Visualizing Our Changing Cities

Photos by Brian Villa for St. Louis Public Radio and Richard
Moore via the Missouri History Museum
In 1950, St. Louis was the eight-largest city in America at a bulging 850,000 residents. It was a twentieth-century city, buoyed by diverse manufacturing and a busy port. It was also a highly-segregated city, split strikingly into a largely-black north city and whiter, richer south citybut the entire urban core suffered from flight to the suburbs and industrial Midwest decline.

Six decades later, the city is drastically different.
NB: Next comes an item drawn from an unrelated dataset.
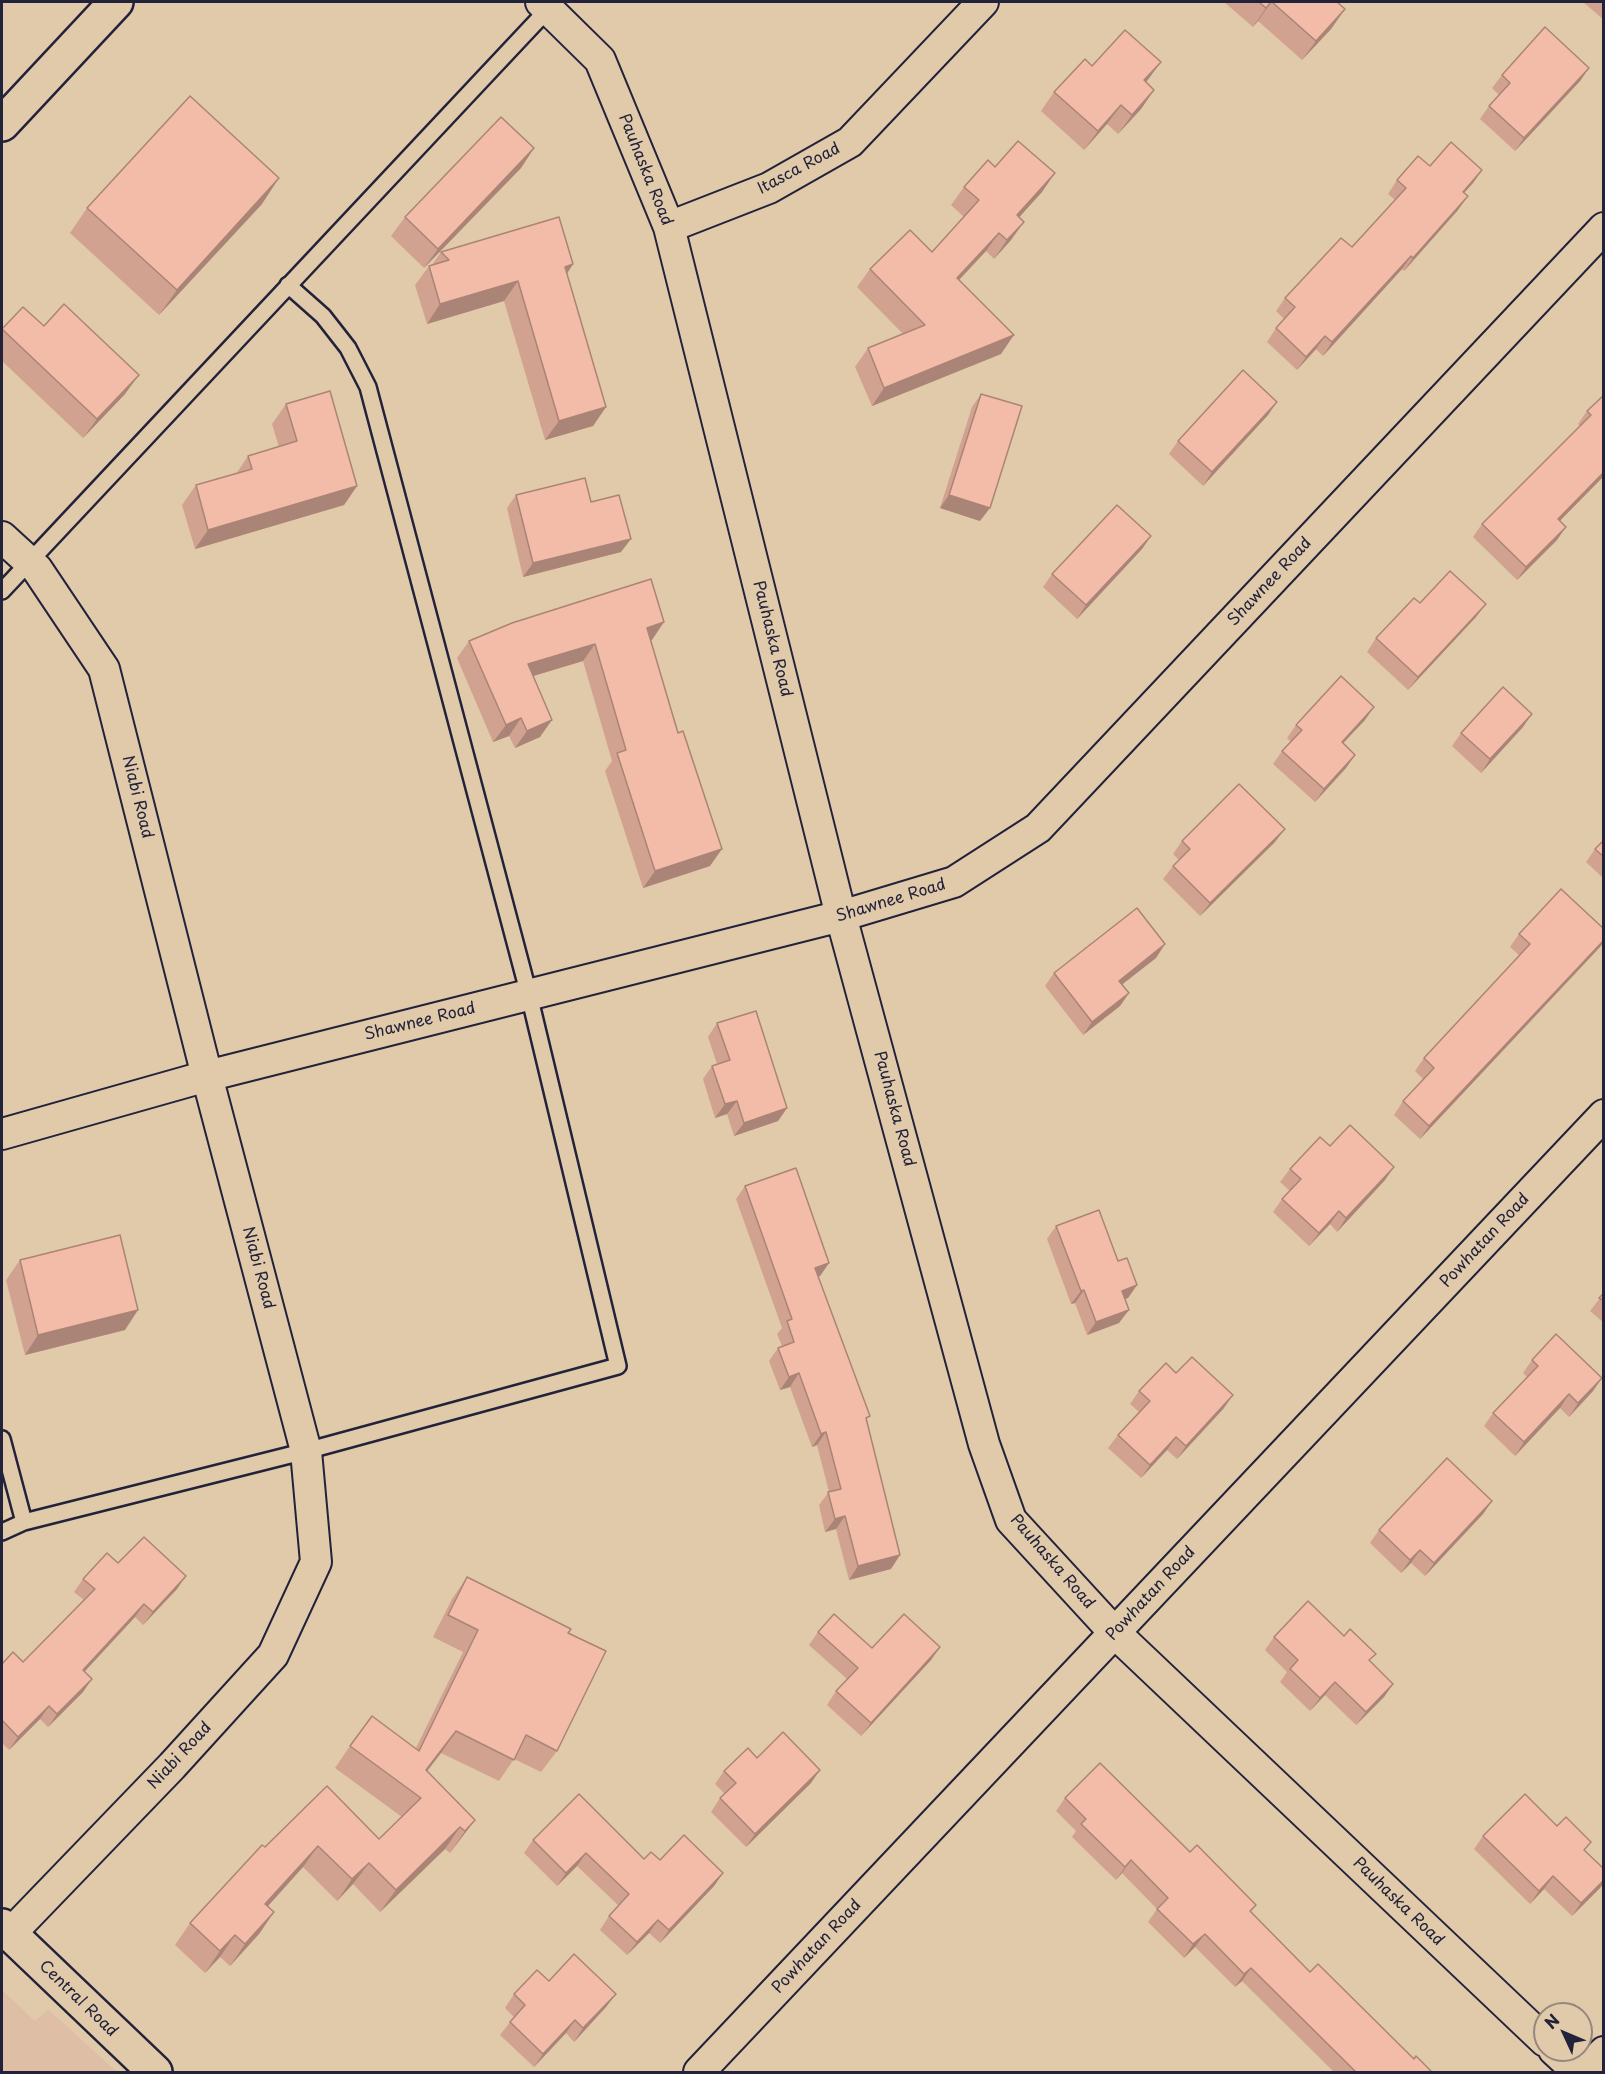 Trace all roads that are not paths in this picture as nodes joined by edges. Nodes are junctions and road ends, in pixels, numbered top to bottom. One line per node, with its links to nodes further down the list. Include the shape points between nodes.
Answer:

The County bests the City's 300,000 population by three-to-one after sixty years of uninterrupted population loss.

Understanding the causes and consequences of urban decline and evolving city life is difficult. It requires ten-, fifty-, and hundred-year perspectives and a close knowledge of economic and political contexts. One way we can better appreciate how our cities have changed is to visualize the effects of time, in maps and data.

I was drawn to the hypnotizing displays of changing Midwest cities put together by the University of Oklahoma's Institute for Quality Communities. Simple sliders reveal cities universally carved up by the Interstate Highway System and uniquely altered by the effects of and responses to urban decline, such as the Arch grounds and Pruitt-Igoe projects in St. Louis. In each case we can directly observe how dense, residential neighborhoods were transformed into offices, or simply wiped clean by population loss and decay.
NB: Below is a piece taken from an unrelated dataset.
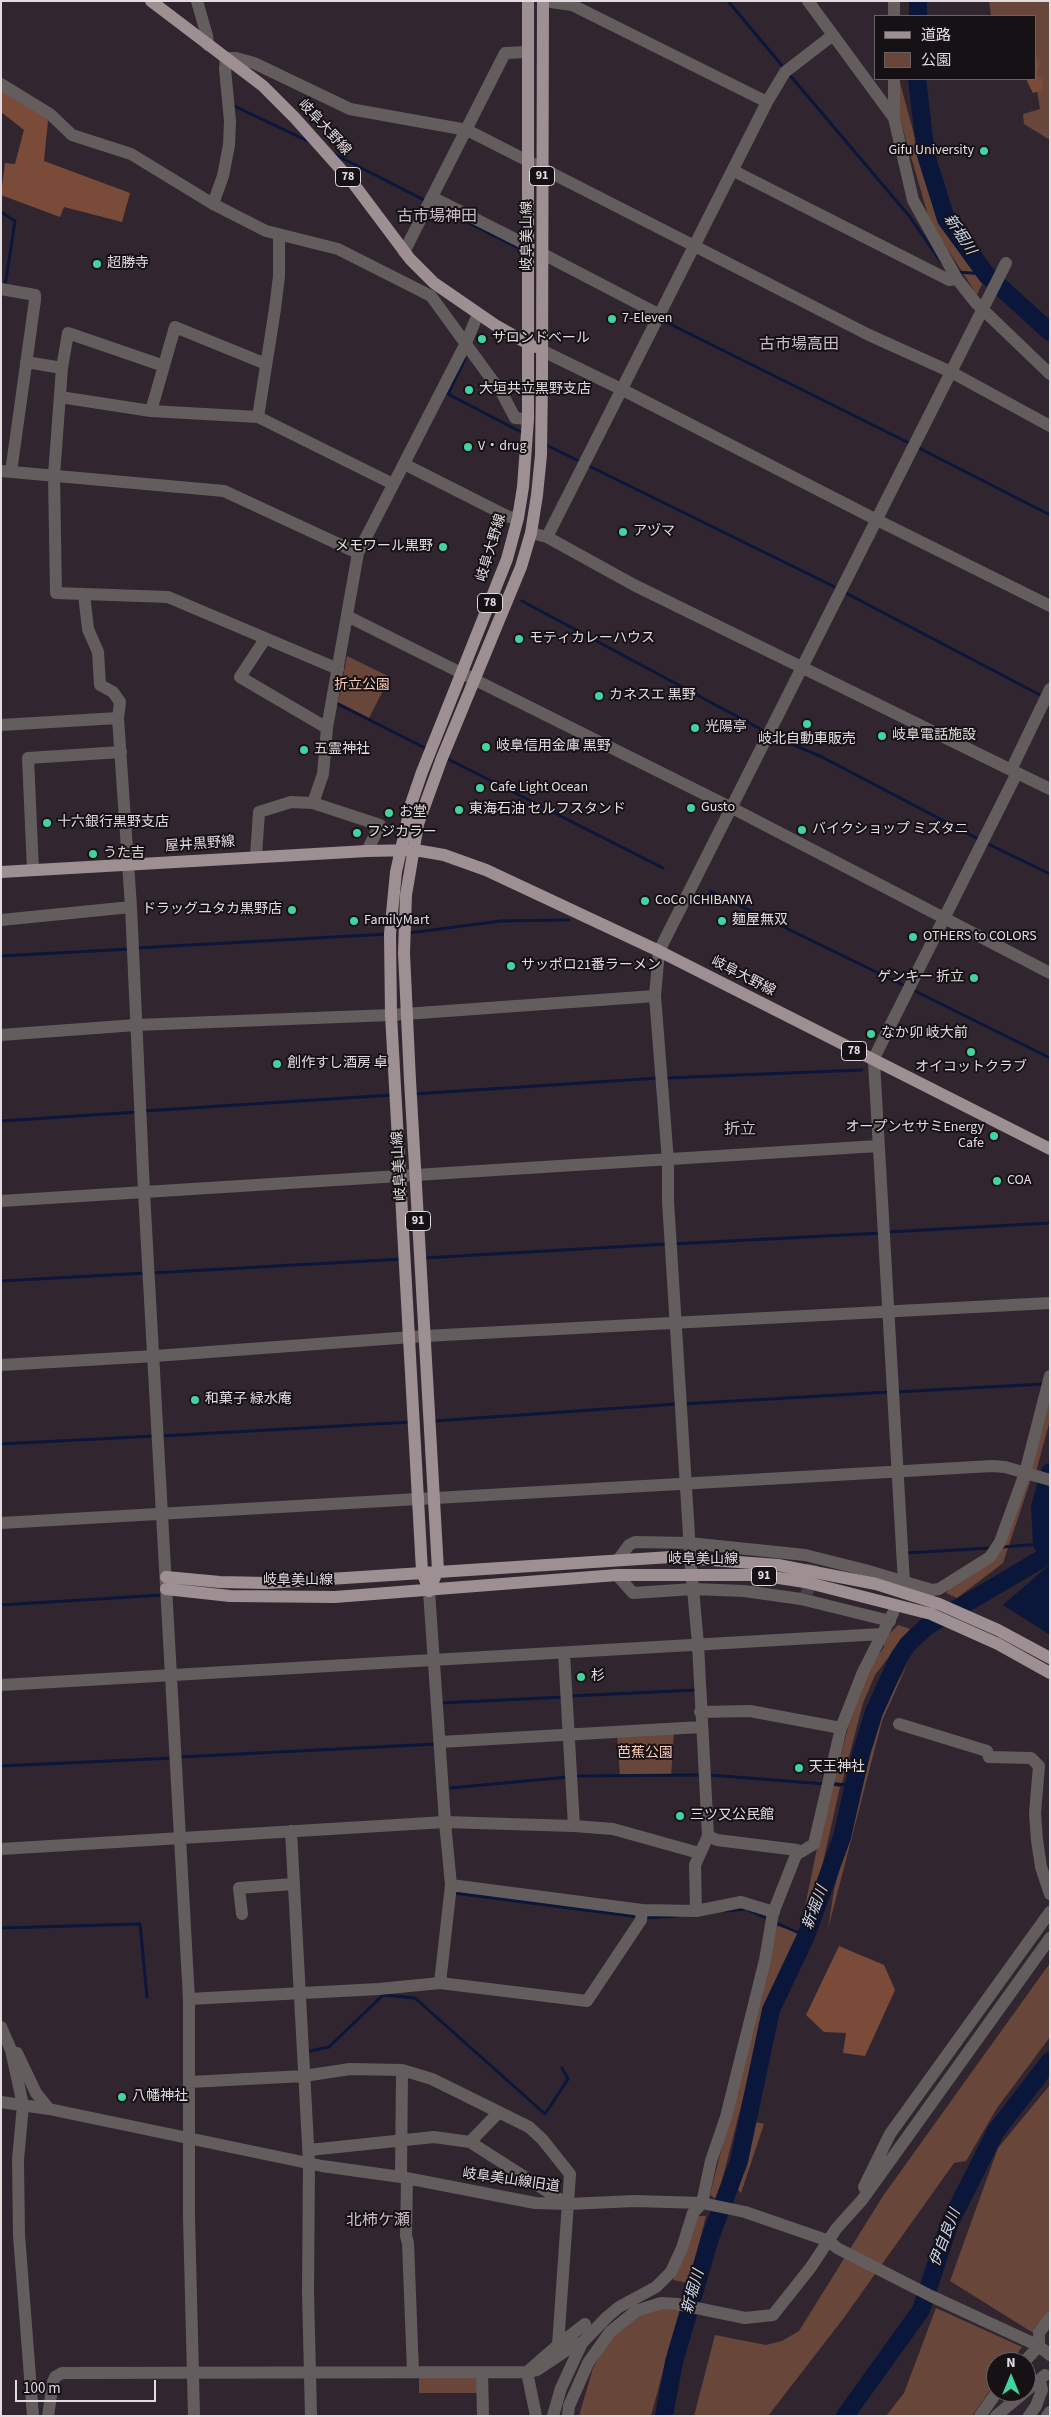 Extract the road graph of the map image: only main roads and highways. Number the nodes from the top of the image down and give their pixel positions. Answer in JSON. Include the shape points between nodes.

One of my first exposures to the stark changes that St. Louis has undergone since its mid-century heyday was the simple and excellent Mapping Decline website to accompany Colin Gordon's book of the same name. Four maps show the great exodus from the city center and the racial covenants that forced black residents to remain in decaying neighborhoods, patterns that resulted in an intentionally divided region. The consequences of these policies and demographic shifts are felt now, decades later. Ferguson became a household name this past August in part because of unaddressed divides, seen clearly in Gordon's work.

Visualizing how my city has changed is simply fascinating as well, not always so serious. I stumbled upon Elizabeth McNulty's St. Louis Then and Now at Dunaway Books on South Grand, just the kind of architectural coffee table book I was keeping an eye out for. In almost 70 paired photographs, McNulty shows us a St. Louis rising at the end of 19th century, barreling into the 20th, and the state of its urban neighborhoods today. The dramatic shift from bustling port to sleepy, abandoned riverfront is especially striking to see. Similar sets of photos were assembled as part of St. Louis' 250th anniversary celebration, where streetcars make way for regular ones, and grand boulevards were once populated by throngs of downtown residents that have since left.
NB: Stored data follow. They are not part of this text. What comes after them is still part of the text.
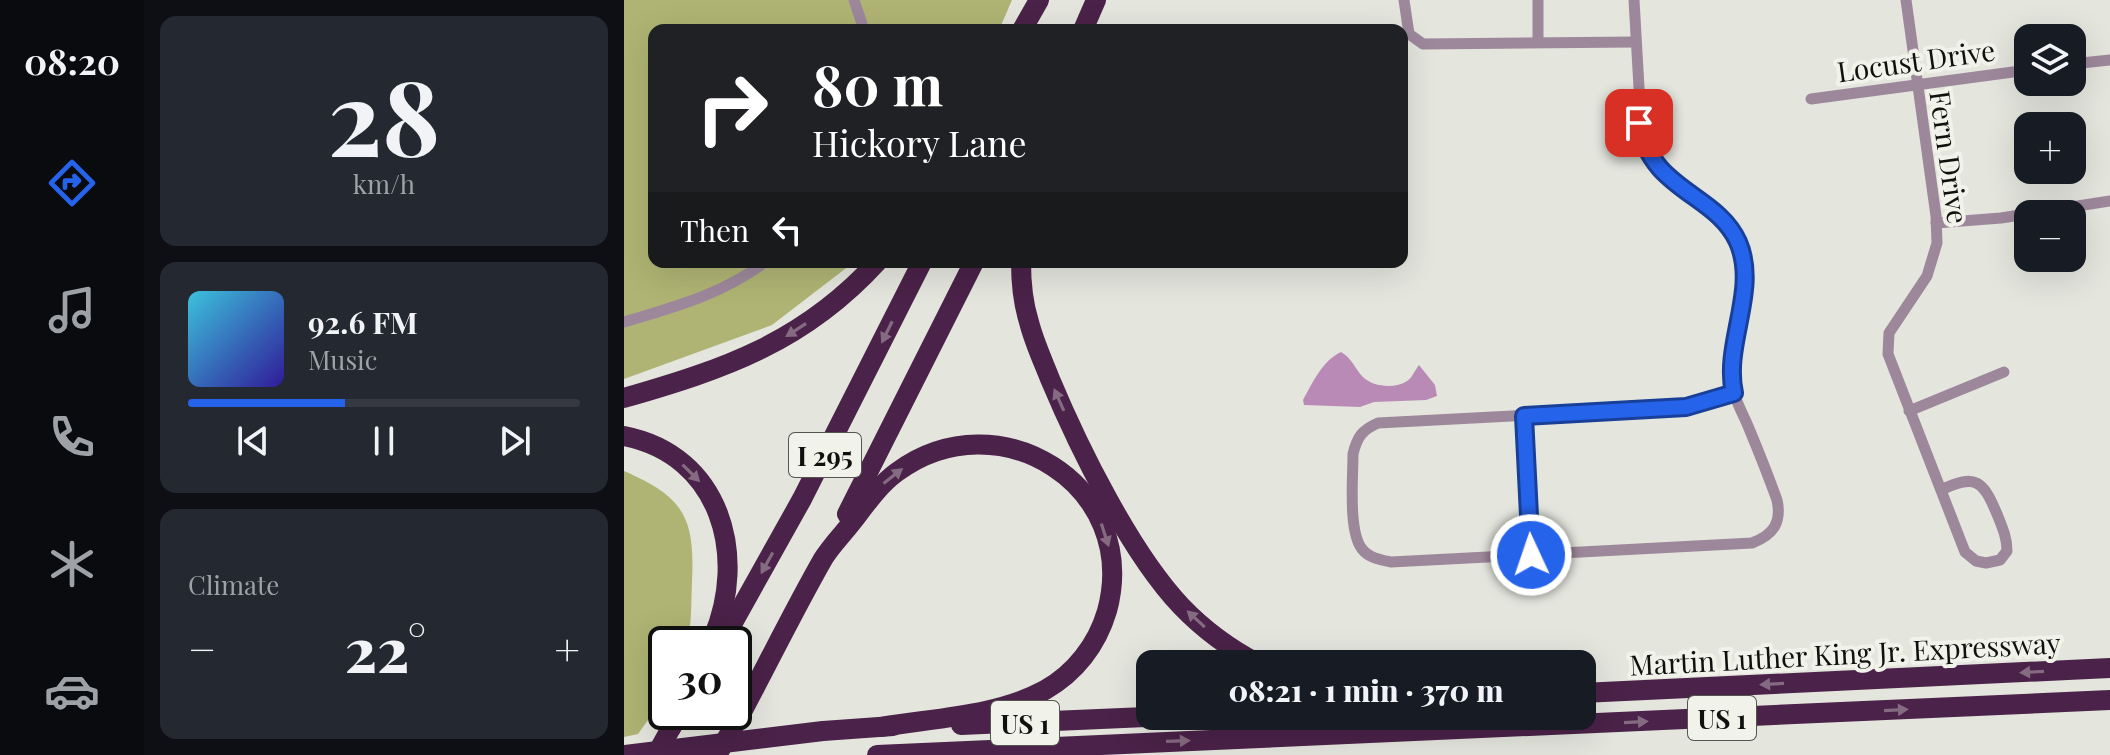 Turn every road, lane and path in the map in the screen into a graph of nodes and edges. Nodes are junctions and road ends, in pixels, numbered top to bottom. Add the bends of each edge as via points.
1 (854, 0) edge
2 (1039, 0) edge
3 (1096, 0) edge
4 (1404, 0) edge
5 (1538, 0) edge
6 (1634, 0) edge
7 (1906, 0) edge
8 (862, 24) edge
9 (1027, 24) edge
10 (1086, 24) edge
11 (1408, 24) edge
12 (1408, 27) edge
13 (1538, 42) junction
14 (1635, 42) junction
15 (2110, 60) edge
16 (2086, 63) edge
17 (2014, 72) edge
18 (1916, 84) junction
19 (1811, 99) dead end
20 (2110, 201) edge
21 (1936, 223) junction
22 (756, 268) edge
23 (871, 268) edge
24 (919, 268) edge
25 (971, 268) edge
26 (1021, 268) edge
27 (624, 322) edge
28 (2004, 372) dead end
29 (1734, 393) junction
30 (624, 398) edge
31 (1909, 411) junction
32 (1524, 416) junction
33 (624, 436) edge
34 (1941, 490) junction
35 (1531, 555) junction
36 (825, 556) junction
37 (717, 626) edge
38 (731, 626) edge
39 (1236, 650) edge
40 (2110, 668) edge
41 (1596, 692) edge
42 (2110, 700) edge
43 (1136, 717) edge
44 (881, 727) junction
45 (670, 730) edge
46 (1334, 736) junction
47 (625, 755) edge
48 (656, 755) edge
49 (717, 755) edge
50 (877, 755) edge
51 (1202, 755) edge

1 - 8 street
2 - 9 highway
3 - 10 highway
4 - 11 street
5 - 13 street
6 - 14 street
7 - 18 street, Fern Drive
12 - 13 street via 1423,44
13 - 14 street
14 - 29 street via 1639,123 1649,156 1723,221 1738,241 1745,284 1730,373
15 - 16 street
17 - 18 street, Locust Drive
18 - 19 street, Locust Drive
18 - 21 street, Fern Drive
20 - 21 street
21 - 31 street, Fern Drive via 1937,243 1927,276 1889,333 1888,354
22 - 27 street via 698,300
23 -> 30 highway via 834,304 761,351
24 -> 38 highway, I 295
25 - 36 highway, I 295
39 -> 26 highway via 1180,605 1118,515 1034,339
28 - 31 street
29 - 32 street via 1686,407
29 - 35 street via 1780,514 1765,538 1752,543
31 - 34 street, Fern Drive
32 - 35 street
32 - 35 street via 1378,423 1364,429 1353,454 1355,536 1363,551 1391,562
33 -> 37 highway via 659,448 683,465 720,515 729,583
34 - 34 street, Fern Drive via 1965,552 1976,561 2000,560 2007,551 2007,537 1987,490 1966,481
36 -> 44 highway via 896,473 935,451 972,443 1009,447 1054,468 1084,495 1105,533 1111,560 1109,604 1095,641 1069,673 1019,701
36 - 49 highway, I 295, bridge
40 -> 41 highway, Martin Luther King Jr. Expressway / US 1
46 -> 42 highway, Martin Luther King Jr. Expressway / US 1
43 - 44 highway, US 1
44 - 47 highway, US 1
45 - 48 highway, bridge
50 -> 46 highway, Martin Luther King Jr. Expressway / US 1
46 - 51 highway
Cities are as dynamic as the people who inhabit them and bring them to life. Many Midwestern cities have struggled for several decades, while coastal cities have largely prospered. The pendulum may be swinging back now as peopleespecially the youngincreasingly seek out cities for their liveliness and density. These once-grand cities have serious problems to contend with, from racial divides to ailing school systems, but perhaps the twenty-first century will again see a rise of the cities that seemed to peak in the middle of the twentieth.